Directions
Wherever the string "lane" shows up in the records below, return that line.

Saved data entries
——————————
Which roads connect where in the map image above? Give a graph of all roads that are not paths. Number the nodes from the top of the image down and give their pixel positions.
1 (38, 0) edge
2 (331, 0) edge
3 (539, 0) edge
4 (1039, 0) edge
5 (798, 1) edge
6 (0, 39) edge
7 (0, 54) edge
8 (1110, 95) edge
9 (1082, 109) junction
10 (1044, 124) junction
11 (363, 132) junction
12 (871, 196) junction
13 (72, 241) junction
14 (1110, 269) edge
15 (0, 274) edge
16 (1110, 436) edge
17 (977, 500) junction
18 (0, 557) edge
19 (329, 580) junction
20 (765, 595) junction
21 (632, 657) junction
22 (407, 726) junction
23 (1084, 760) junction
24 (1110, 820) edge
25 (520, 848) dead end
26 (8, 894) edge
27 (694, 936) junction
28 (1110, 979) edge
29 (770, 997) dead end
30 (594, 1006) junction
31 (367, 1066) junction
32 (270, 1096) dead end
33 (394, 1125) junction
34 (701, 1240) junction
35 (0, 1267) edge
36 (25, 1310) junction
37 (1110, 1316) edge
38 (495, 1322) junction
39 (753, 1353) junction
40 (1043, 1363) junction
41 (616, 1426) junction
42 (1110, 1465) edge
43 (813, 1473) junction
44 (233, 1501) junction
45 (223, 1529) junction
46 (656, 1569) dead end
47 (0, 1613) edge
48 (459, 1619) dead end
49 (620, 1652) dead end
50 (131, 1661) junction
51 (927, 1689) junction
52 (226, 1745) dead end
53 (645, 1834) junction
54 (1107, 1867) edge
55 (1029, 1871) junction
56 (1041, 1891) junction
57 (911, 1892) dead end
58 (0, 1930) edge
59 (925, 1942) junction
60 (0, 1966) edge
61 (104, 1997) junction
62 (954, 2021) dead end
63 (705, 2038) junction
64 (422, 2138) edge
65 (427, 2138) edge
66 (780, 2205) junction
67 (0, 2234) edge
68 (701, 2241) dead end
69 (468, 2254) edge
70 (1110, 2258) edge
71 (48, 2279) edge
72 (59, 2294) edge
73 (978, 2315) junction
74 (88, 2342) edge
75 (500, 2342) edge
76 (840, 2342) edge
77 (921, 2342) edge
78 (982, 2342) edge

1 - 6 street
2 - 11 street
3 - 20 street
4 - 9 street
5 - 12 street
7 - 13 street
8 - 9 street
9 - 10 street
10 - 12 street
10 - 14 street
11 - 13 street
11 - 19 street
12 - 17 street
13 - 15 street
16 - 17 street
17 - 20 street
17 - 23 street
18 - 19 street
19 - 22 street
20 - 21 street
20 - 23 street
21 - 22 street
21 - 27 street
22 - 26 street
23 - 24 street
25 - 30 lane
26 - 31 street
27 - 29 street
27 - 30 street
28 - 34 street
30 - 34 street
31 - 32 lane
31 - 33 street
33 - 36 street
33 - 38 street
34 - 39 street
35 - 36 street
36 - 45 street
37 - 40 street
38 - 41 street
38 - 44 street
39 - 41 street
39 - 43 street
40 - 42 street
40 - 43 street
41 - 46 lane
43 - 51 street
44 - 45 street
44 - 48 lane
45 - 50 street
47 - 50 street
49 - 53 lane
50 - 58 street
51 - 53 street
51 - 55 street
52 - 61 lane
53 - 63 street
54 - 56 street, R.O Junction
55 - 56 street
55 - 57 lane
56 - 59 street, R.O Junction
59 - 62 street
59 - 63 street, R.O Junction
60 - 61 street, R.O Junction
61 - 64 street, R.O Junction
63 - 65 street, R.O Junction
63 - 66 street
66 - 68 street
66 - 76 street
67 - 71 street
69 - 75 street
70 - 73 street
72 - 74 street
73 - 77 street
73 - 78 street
——————————
Answer section
25 - 30 lane
31 - 32 lane
41 - 46 lane
44 - 48 lane
49 - 53 lane
52 - 61 lane
55 - 57 lane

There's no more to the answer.